++++ MATERIAL SHOWN ++++
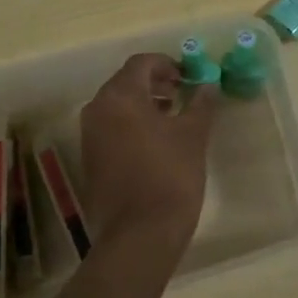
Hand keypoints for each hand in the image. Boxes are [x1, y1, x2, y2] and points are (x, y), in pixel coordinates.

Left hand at [80, 54, 220, 250]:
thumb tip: (208, 86)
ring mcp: (90, 137)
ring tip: (173, 116)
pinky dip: (133, 125)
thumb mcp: (193, 135)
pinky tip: (157, 142)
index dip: (167, 64)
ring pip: (117, 106)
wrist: (140, 233)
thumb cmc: (170, 175)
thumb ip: (201, 104)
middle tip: (182, 92)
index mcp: (120, 97)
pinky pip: (112, 128)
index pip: (141, 63)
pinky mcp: (90, 160)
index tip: (188, 76)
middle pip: (126, 82)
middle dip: (155, 83)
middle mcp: (97, 110)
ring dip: (144, 104)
++++
YOUR TASK ▸ Copy each entry exactly as written. Images should not appear in the copy.

SOLUTION BELOW ▸
Hand keypoints for each hand in the image. Boxes are [x1, y1, x2, y2] and points are (x, y), in pixel coordinates.

Left hand at [80, 54, 220, 250]:
thumb tip: (208, 86)
ring mcp: (90, 137)
ring tip: (173, 116)
pinky dip: (133, 125)
thumb mcp: (193, 135)
pinky tip: (157, 142)
index dip: (167, 64)
ring pip: (117, 106)
wrist: (140, 233)
thumb cmc: (170, 175)
thumb ip: (201, 104)
middle tip: (182, 92)
index mcp: (120, 97)
pinky pip: (112, 128)
index pip: (141, 63)
pinky mcp: (90, 160)
index tip: (188, 76)
middle pip: (126, 82)
middle dip: (155, 83)
middle mcp: (97, 110)
ring dip: (144, 104)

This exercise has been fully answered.